It can be difficult to capture a photo of a “green flash,” an optical phenomenon that can be seen near the upper rim of the sun during sunset or sunrise, when a green flash of light is visible for a moment.
Most of the time, it’s rare to have just the right atmospheric conditions to get a photo of the green flash. The seemingly ever-present northwesterly winds often produce haze near the ocean’s surface that blocks out the faint light from it. In normal years, the summer months see plenty of coastal stratus and fog that often shrouds our coastline.
However, on evenings that were clear, Sean, my 15-year-old son, and I have driven to the coast on many occasions with a camera and tripod in tow hoping to get a photograph of the elusive green flash.
Last year we finally got an okay photo of the phenomenon, but to be honest it wasn’t the best. However, Christina Stead got a great photo of the flash a few years ago. She took the image from about a 100-foot-high vista point near Cayucos. During that sunset the winds were calm, and this condition often produces the best chance of seeing the green flash.
A long time ago, I was incorrectly told that the green flash was the sun shining through the ocean waves. Green flashes are really byproducts of mirages appearing slightly above the horizon and not in the sea.
The cause of this green-colored mirage is mostly due to atmospheric dispersion. The shorter wavelengths of blue and violet light are scattered to a much greater extent than the red and yellow hues by the air we breathe — that’s why the sky is blue.
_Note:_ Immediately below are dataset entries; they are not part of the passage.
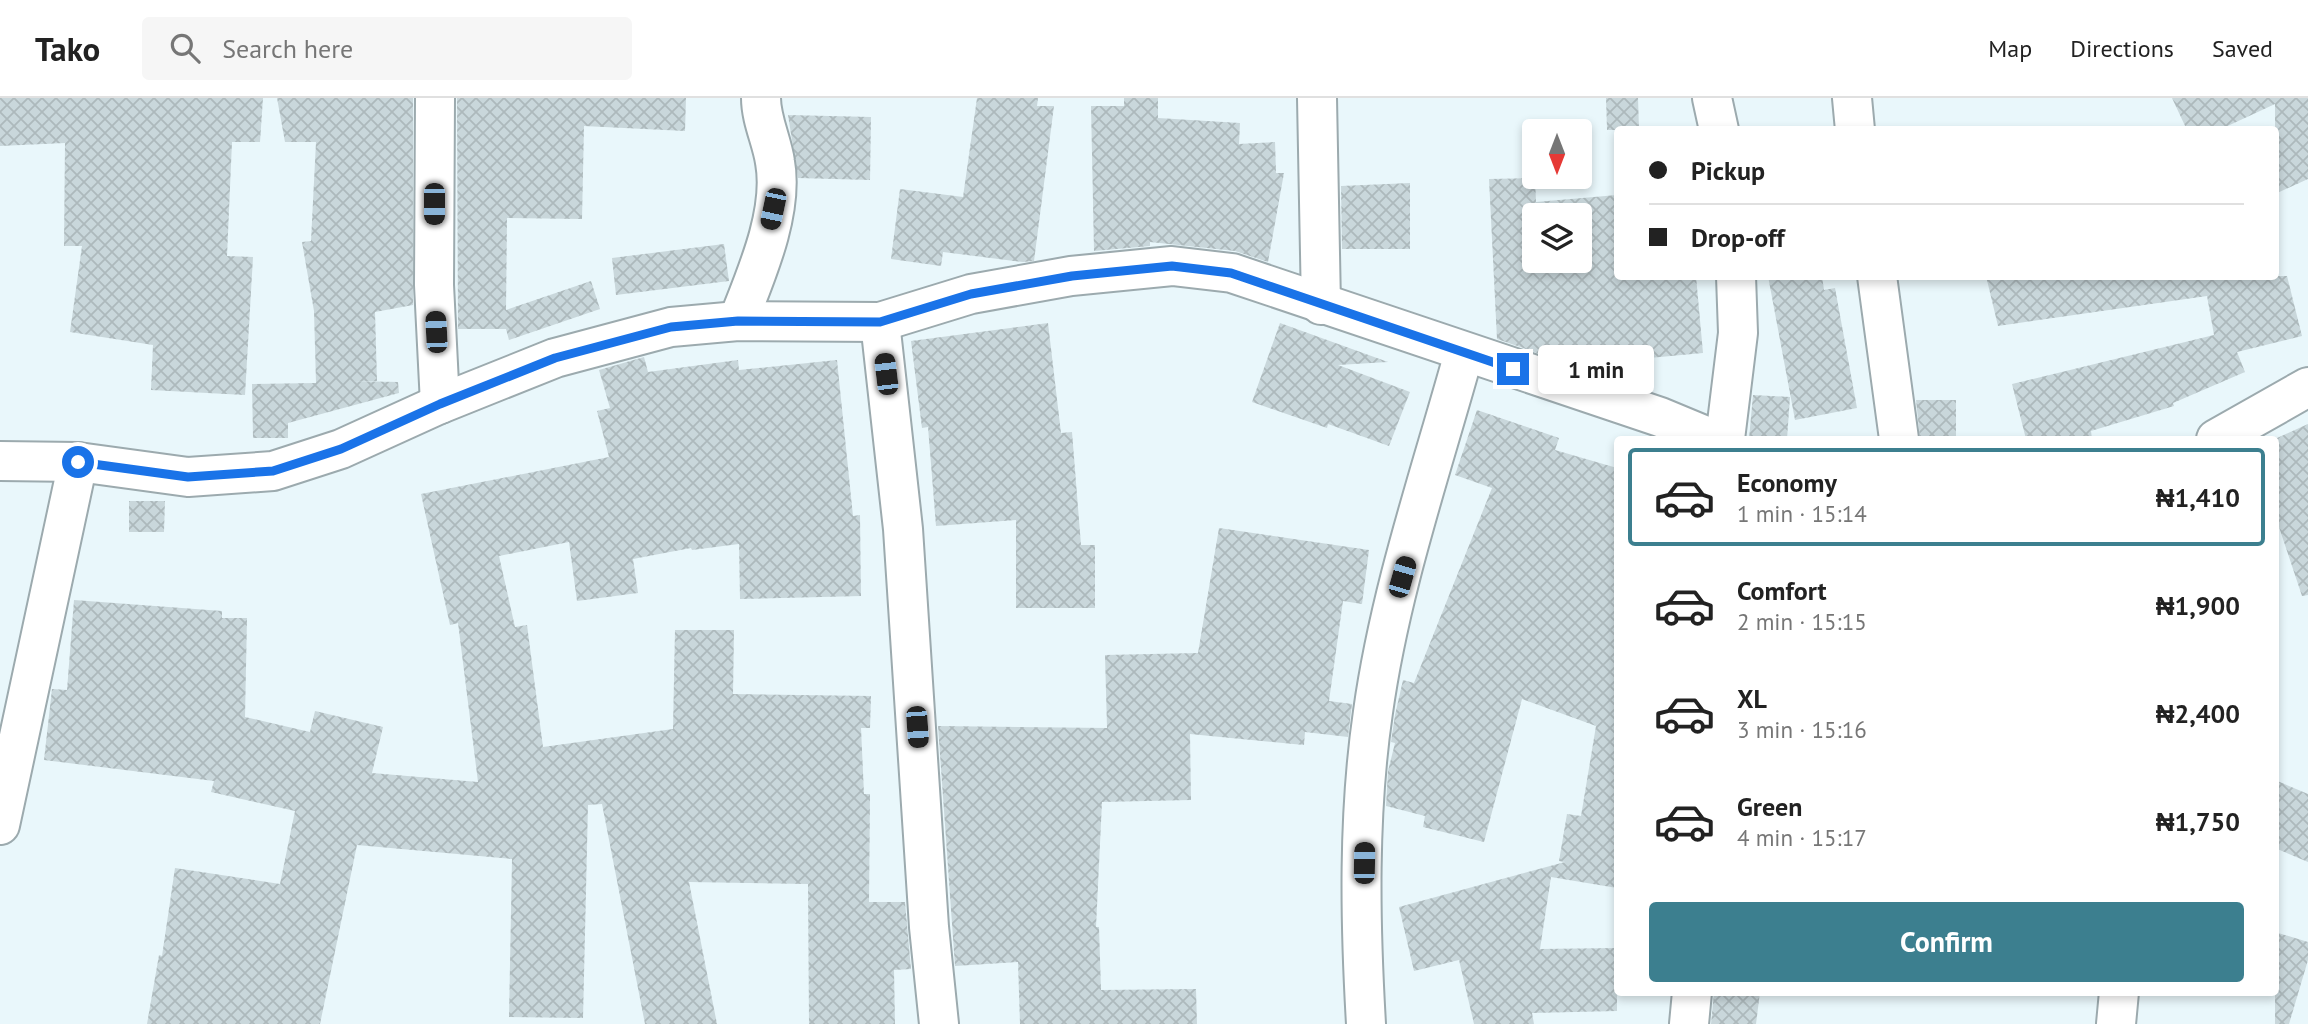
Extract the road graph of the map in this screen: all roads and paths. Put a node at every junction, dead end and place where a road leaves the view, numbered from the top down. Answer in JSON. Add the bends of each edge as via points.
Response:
{"nodes":[{"id":1,"x":435,"y":98,"type":"edge"},
{"id":2,"x":761,"y":98,"type":"edge"},
{"id":3,"x":1317,"y":98,"type":"edge"},
{"id":4,"x":1712,"y":98,"type":"edge"},
{"id":5,"x":1852,"y":98,"type":"edge"},
{"id":6,"x":1718,"y":126,"type":"edge"},
{"id":7,"x":1855,"y":126,"type":"edge"},
{"id":8,"x":1736,"y":280,"type":"edge"},
{"id":9,"x":1878,"y":280,"type":"edge"},
{"id":10,"x":1321,"y":305,"type":"junction"},
{"id":11,"x":738,"y":321,"type":"junction"},
{"id":12,"x":880,"y":322,"type":"junction"},
{"id":13,"x":1464,"y":353,"type":"junction"},
{"id":14,"x":2308,"y":387,"type":"edge"},
{"id":15,"x":440,"y":404,"type":"junction"},
{"id":16,"x":1706,"y":436,"type":"edge"},
{"id":17,"x":1725,"y":436,"type":"edge"},
{"id":18,"x":1899,"y":436,"type":"edge"},
{"id":19,"x":2221,"y":436,"type":"edge"},
{"id":20,"x":0,"y":461,"type":"edge"},
{"id":21,"x":78,"y":462,"type":"junction"},
{"id":22,"x":0,"y":825,"type":"edge"},
{"id":23,"x":1692,"y":996,"type":"edge"},
{"id":24,"x":2119,"y":996,"type":"edge"},
{"id":25,"x":939,"y":1024,"type":"edge"},
{"id":26,"x":1366,"y":1024,"type":"edge"},
{"id":27,"x":1689,"y":1024,"type":"edge"},
{"id":28,"x":2116,"y":1024,"type":"edge"}],
"edges":[{"from":1,"to":15,"type":"street","via":[[434,285]]},
{"from":2,"to":11,"type":"street","via":[[777,186],[761,264]]},
{"from":3,"to":10,"type":"street"},
{"from":4,"to":6,"type":"street"},
{"from":5,"to":7,"type":"street"},
{"from":8,"to":17,"type":"street","via":[[1738,332]]},
{"from":9,"to":18,"type":"street"},
{"from":10,"to":12,"type":"street","via":[[1231,273],[1172,266],[1072,276],[971,294]]},
{"from":10,"to":13,"type":"street"},
{"from":11,"to":12,"type":"street"},
{"from":11,"to":15,"type":"street","via":[[671,327],[555,358]]},
{"from":12,"to":25,"type":"street","via":[[903,529]]},
{"from":13,"to":16,"type":"street"},
{"from":13,"to":26,"type":"street","via":[[1395,598],[1373,713],[1365,809]]},
{"from":14,"to":19,"type":"street"},
{"from":15,"to":21,"type":"street","via":[[341,449],[273,471],[188,477]]},
{"from":20,"to":21,"type":"street"},
{"from":21,"to":22,"type":"street"},
{"from":23,"to":27,"type":"street"},
{"from":24,"to":28,"type":"street"}]}
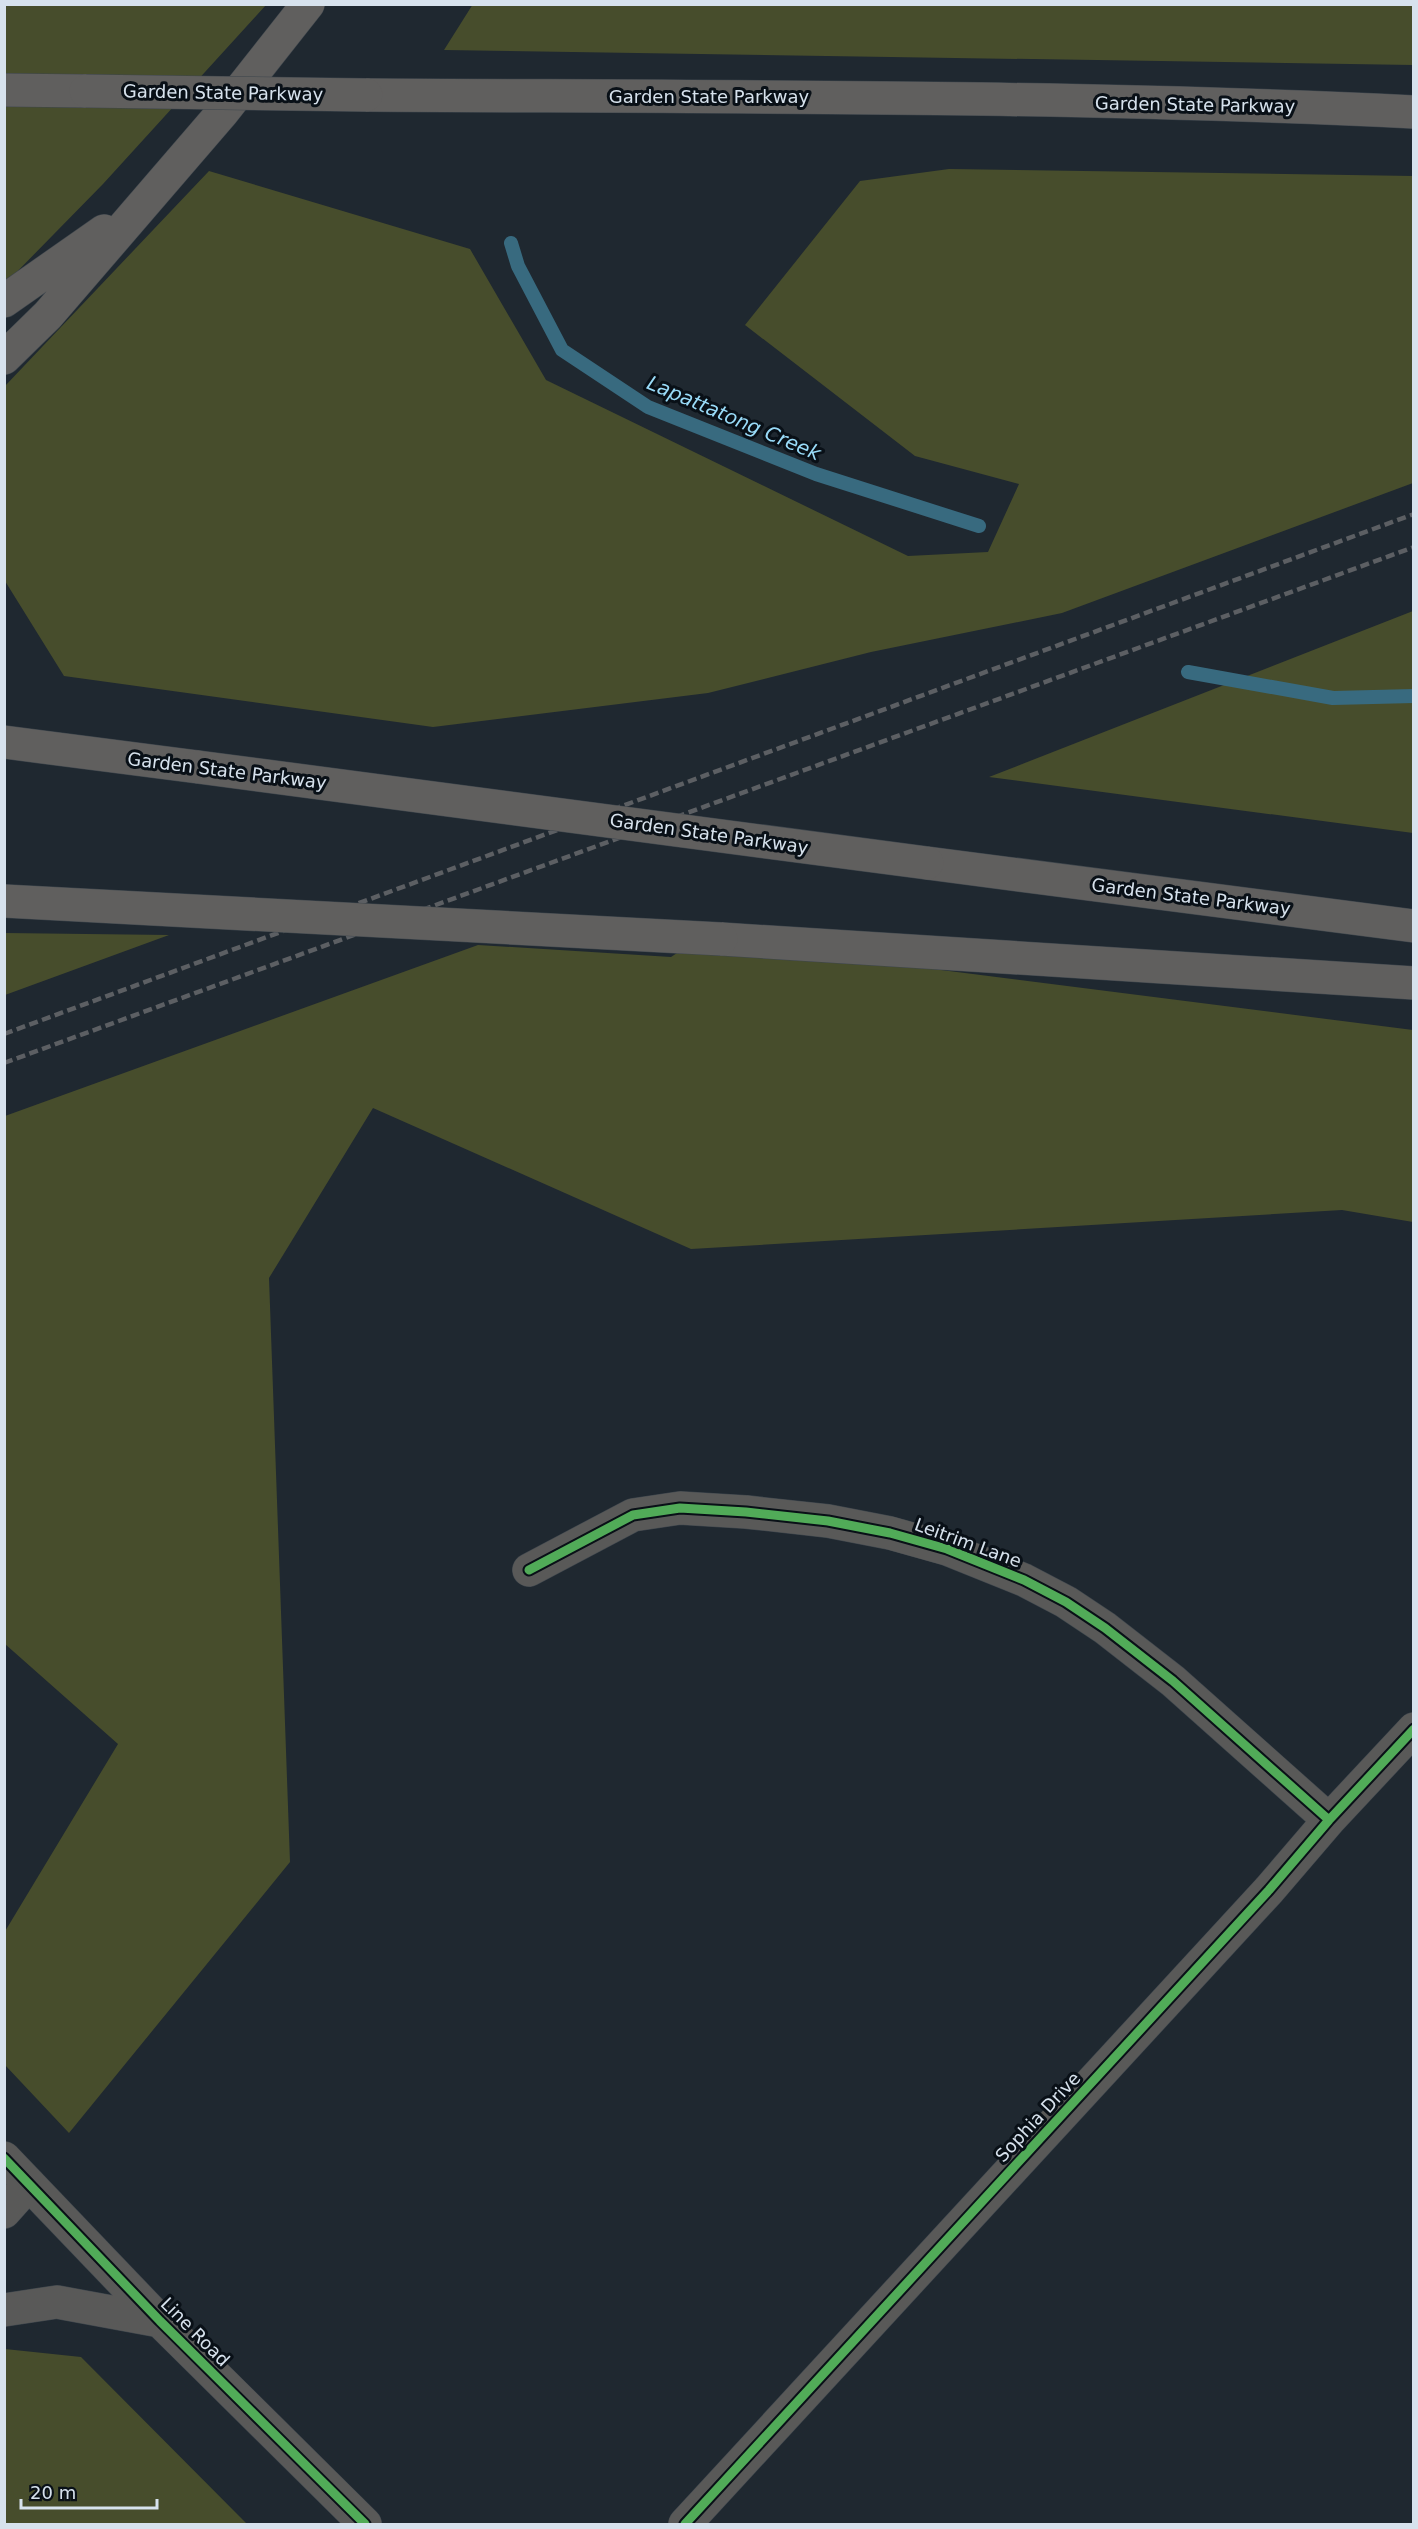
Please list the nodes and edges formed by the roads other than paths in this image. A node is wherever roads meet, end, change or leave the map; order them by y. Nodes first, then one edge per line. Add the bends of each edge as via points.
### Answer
1 (308, 4) edge
2 (4, 90) edge
3 (1413, 112) edge
4 (145, 201) junction
5 (4, 300) edge
6 (4, 358) edge
7 (4, 742) edge
8 (4, 901) edge
9 (1413, 926) edge
10 (1413, 983) edge
11 (529, 1570) dead end
12 (1413, 1729) edge
13 (1329, 1820) junction
14 (4, 2158) edge
15 (29, 2184) junction
16 (4, 2212) edge
17 (4, 2310) edge
18 (160, 2321) junction
19 (365, 2524) edge
20 (685, 2524) edge

1 - 4 highway via 222,113
2 - 3 highway, Garden State Parkway, bridge via 890,98
4 - 5 highway
4 - 6 highway via 48,315
7 - 9 highway, Garden State Parkway, bridge
8 - 10 highway, bridge via 721,939
11 - 13 street, Leitrim Lane via 633,1515 680,1508 828,1521 947,1549 1024,1580 1105,1628 1173,1681
12 - 13 street, Sophia Drive
13 - 20 street, Sophia Drive
14 - 15 street, Line Road
15 - 16 street
15 - 18 street, Line Road
17 - 18 street, Line Road via 57,2302
18 - 19 street, Line Road

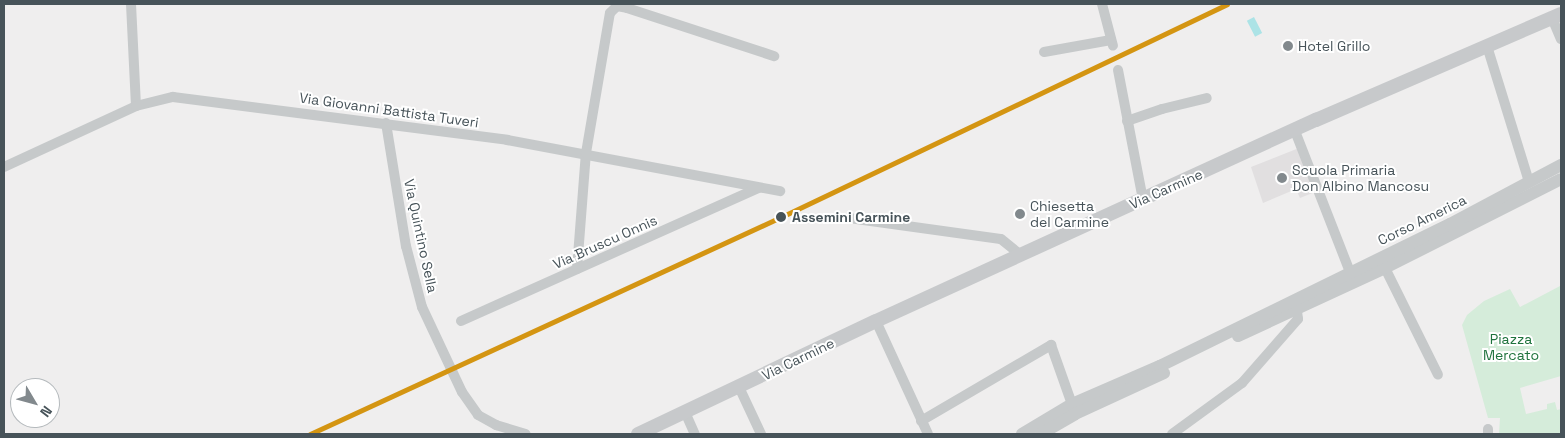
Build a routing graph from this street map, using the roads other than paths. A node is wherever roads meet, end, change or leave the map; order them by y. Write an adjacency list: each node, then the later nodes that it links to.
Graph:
1 (131, 4): 10 (street)
2 (1102, 4): 6 (street)
3 (1557, 16): 4 (street); 5 (main road, Via Carmine)
4 (1561, 39)
5 (1487, 46): 13 (main road, Via Carmine); 17 (street)
6 (1044, 52)
7 (774, 56): 14 (street)
8 (1118, 70): 11 (street)
9 (1207, 98): 11 (street)
10 (136, 106): 12 (street, Via Giovanni Battista Tuveri); 15 (street, Via Giovanni Battista Tuveri)
11 (1128, 121): 20 (street)
12 (386, 123): 14 (street, Via Giovanni Battista Tuveri); 35 (street, Via Quintino Sella)
13 (1295, 131): 20 (main road, Via Carmine); 25 (street)
14 (586, 153): 18 (street, Via Giovanni Battista Tuveri); 24 (street)
15 (4, 167)
16 (1558, 177): 17 (street, Corso America); 23 (street, Corso America)
17 (1529, 182): 25 (street, Corso America)
18 (759, 188): 19 (street, Via Giovanni Battista Tuveri); 24 (street, Via Bruscu Onnis)
19 (780, 191)
20 (1143, 200): 22 (main road, Via Carmine)
21 (849, 218): 22 (street)
22 (1022, 255): 28 (main road, Via Carmine)
23 (1385, 268): 26 (street, Corso America); 29 (street)
24 (577, 269): 27 (street, Via Bruscu Onnis)
25 (1350, 272): 26 (street, Corso America)
26 (1297, 304): 31 (street, Corso America); 34 (street)
27 (461, 320)
28 (876, 321): 30 (main road, Via Carmine); 33 (street)
29 (1438, 375)
30 (739, 387): 32 (main road, Via Carmine); 39 (street)
31 (1074, 409): 33 (street); 41 (street, Corso America); 42 (street, Corso America)
32 (685, 412): 37 (main road, Via Carmine); 38 (street)
33 (921, 421): 40 (street)
34 (1186, 430): 43 (street)
35 (512, 432): 36 (street, Via Quintino Sella)
36 (526, 434)
37 (638, 434)
38 (695, 434)
39 (761, 434)
40 (928, 434)
41 (1022, 434)
42 (1041, 434)
43 (1172, 434)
As the sun sets, the longer wavelengths of the reds and yellows disappear first, leaving behind the greens. In other words, the red image of the sun sets or disappears first, followed by yellow and then finally the green.
I’ve seen green flashes from different altitudes, even from naval aircraft patrolling over the vast expanses of the ocean. One evening during sunset while driving westward toward the ocean, I saw the green flash for nearly 10 seconds. The road gently ascended. The gain in altitude as I traveled westward slowed the apparent sunset from my perspective, allowing me to see a much longer flash.
The green flash can last much longer above the Arctic Circle or below the Antarctic Circle. Here, the sun transitions from the perpetual darkness of winter to the everlasting light of summer. During the equinox, the sun moves along the horizon for an extended period of time. Adm. Byrd reported seeing the green flash off and on for over half an hour during his expedition to the South Pole during the September equinox.